Kids who are grieving need the help and support of their caregivers and other adults to cope, says Kaplow. "What we want to do is provide kids with enough of the coping skills needed to deal with that grief over time," she says.
Living with grief
Today, Zion lives in Washington, D.C., and works at College Bound, the same competitive academic mentoring program that he and Zaire attended when they were in high school. He shares a two-bedroom apartment with a friend.
But Zaire's absence still looms large in his life. And so he has filled his room with Zaire's photos – his way of keeping memories of his brother alive. Their high school yearbook – with photos of himself and Zaire in it – sits on top of a dresser along with the family photos.

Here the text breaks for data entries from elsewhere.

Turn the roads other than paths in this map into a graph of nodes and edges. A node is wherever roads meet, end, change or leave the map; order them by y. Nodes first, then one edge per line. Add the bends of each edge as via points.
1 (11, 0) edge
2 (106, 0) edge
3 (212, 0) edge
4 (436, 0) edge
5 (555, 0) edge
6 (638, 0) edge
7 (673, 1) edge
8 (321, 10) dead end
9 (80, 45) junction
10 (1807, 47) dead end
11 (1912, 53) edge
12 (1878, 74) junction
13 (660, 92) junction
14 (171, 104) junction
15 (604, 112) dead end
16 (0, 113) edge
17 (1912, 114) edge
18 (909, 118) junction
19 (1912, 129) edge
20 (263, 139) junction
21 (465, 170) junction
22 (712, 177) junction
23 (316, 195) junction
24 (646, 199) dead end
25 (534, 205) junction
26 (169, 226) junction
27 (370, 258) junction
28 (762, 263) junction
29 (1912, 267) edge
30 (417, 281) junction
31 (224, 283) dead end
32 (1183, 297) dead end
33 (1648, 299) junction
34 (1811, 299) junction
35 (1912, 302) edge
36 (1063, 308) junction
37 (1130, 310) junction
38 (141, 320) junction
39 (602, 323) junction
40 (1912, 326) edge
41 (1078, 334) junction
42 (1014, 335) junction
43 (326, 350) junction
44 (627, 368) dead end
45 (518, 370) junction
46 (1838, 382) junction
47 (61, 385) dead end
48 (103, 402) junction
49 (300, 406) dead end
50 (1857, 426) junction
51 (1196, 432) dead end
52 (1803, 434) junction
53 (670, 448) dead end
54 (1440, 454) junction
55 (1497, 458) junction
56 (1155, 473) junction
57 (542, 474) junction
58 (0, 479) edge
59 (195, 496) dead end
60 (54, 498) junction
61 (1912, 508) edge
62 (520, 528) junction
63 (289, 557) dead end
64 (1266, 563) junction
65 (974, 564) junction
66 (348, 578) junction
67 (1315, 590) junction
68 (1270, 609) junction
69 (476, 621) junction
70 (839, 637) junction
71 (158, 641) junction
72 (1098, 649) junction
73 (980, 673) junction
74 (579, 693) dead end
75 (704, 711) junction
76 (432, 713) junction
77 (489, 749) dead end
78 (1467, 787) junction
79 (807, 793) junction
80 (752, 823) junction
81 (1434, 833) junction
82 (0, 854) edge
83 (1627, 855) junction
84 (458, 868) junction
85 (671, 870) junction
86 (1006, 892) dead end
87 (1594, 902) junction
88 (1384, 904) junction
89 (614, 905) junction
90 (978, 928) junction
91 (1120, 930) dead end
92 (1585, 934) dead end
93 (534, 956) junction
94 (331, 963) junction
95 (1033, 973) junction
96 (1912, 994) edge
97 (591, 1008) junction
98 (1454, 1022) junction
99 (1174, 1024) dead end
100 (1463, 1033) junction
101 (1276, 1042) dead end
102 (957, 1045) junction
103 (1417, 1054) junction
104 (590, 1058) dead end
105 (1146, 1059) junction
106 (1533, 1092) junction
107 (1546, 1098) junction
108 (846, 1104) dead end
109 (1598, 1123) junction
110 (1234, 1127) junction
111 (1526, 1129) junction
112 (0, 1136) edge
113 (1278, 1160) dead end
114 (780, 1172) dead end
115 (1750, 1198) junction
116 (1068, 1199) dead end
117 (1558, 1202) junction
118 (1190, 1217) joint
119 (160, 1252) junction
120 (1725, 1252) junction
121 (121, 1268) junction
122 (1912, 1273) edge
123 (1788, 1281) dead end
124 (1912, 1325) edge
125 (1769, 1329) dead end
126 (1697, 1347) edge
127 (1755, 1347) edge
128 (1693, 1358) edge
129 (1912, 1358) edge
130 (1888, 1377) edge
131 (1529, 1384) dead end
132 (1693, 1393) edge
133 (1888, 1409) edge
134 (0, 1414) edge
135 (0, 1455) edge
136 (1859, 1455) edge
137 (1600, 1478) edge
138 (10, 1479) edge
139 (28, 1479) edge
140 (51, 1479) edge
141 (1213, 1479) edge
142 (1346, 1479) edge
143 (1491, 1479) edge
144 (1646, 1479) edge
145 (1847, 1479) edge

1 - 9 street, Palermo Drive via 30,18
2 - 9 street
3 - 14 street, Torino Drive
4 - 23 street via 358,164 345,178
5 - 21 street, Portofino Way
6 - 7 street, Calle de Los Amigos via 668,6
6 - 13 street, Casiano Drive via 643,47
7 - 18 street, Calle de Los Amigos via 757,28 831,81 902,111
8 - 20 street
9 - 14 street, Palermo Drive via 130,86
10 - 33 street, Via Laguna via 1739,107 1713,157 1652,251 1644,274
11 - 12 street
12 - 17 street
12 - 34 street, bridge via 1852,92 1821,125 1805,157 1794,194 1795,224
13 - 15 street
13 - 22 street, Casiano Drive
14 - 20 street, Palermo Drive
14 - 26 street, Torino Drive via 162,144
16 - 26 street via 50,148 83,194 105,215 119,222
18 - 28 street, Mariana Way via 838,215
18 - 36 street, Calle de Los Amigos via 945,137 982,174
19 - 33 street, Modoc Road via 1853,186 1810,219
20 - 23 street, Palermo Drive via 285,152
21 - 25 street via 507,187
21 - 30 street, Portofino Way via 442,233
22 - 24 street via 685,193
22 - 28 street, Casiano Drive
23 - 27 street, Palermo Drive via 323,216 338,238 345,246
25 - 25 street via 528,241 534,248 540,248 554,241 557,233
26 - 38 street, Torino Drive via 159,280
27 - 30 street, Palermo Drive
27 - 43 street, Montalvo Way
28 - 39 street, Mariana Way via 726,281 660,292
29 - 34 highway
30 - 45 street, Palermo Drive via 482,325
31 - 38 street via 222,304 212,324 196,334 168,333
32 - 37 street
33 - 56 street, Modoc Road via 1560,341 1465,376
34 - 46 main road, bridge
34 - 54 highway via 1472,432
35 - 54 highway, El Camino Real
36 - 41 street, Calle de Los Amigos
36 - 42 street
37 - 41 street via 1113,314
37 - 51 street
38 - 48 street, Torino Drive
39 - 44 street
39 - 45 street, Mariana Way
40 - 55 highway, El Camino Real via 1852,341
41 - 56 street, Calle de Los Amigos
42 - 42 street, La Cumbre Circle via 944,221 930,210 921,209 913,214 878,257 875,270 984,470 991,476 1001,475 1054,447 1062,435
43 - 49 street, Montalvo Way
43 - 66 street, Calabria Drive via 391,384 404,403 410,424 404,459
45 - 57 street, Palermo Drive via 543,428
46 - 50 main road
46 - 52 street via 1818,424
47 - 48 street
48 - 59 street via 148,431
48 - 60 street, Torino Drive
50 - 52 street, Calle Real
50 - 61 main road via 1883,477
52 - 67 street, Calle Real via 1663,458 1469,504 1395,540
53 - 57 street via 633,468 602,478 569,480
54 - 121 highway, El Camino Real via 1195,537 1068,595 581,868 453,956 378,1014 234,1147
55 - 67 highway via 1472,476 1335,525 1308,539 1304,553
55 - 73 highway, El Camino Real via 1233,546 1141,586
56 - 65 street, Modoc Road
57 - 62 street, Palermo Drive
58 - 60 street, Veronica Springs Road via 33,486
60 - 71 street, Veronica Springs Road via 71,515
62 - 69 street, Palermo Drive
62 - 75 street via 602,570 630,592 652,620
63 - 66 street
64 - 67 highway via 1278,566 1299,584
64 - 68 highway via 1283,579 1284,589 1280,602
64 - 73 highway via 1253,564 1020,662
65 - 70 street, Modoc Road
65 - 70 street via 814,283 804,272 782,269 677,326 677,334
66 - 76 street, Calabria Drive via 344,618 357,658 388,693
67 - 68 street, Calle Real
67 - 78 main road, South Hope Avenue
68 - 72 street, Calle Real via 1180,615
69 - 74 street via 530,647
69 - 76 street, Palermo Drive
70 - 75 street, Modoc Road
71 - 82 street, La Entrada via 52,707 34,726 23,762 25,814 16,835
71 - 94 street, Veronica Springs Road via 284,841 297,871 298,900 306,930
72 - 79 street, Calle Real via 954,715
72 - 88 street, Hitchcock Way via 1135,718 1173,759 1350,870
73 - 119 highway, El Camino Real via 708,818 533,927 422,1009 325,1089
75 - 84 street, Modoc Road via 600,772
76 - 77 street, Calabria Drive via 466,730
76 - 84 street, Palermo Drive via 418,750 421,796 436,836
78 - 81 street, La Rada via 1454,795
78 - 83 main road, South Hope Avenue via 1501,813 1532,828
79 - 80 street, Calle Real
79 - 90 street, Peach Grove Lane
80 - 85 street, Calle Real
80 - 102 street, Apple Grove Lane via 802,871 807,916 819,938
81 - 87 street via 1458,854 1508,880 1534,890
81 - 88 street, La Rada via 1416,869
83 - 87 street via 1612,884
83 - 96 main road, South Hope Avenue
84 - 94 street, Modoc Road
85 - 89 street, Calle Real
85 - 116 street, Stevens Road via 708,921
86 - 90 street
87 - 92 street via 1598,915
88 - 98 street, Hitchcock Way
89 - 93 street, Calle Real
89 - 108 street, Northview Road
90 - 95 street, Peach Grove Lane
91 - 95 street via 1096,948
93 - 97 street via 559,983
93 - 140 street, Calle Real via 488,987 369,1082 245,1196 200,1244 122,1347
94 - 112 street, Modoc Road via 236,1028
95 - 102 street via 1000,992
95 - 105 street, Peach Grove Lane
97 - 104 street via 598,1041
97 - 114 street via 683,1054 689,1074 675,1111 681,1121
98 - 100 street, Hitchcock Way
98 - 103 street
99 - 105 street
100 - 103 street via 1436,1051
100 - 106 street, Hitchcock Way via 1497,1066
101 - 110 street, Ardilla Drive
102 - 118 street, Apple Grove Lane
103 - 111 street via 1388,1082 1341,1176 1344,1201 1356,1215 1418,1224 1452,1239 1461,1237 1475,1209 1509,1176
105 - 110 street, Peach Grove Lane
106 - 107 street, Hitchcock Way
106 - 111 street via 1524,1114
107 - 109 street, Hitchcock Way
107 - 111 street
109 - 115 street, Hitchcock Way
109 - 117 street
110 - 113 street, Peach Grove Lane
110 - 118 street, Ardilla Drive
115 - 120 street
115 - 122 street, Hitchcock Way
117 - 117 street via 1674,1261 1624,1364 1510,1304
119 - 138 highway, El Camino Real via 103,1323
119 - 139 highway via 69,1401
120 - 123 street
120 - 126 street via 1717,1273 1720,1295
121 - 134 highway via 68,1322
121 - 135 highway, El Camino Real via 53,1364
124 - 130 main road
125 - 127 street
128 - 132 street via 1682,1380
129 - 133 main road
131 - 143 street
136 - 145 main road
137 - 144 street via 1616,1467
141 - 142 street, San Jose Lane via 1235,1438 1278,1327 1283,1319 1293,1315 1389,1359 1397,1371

He also tries to "be intentional" about how he lives his daily life. "[I] wake up every day and just try to live every day like it's your last day because you never really know when it's going to be your last day."
And when things feel really hard, he can still rely on his family for unconditional love and support. "If I have a lot going on, I can always go back home," he says. "I feel rejuvenated around my family, spending time with them."
Meghan, now in her mid-40s, is a mother of two girls – 9 and 12 years old. She's had three decades of learning to cope with her brother's absence and has come to accept the loss. Still, she says, she's been surprised by all the times waves of grief took her by surprise over the years. When her daughters were born, for instance, she was overcome with grief, realizing they would never know their uncle.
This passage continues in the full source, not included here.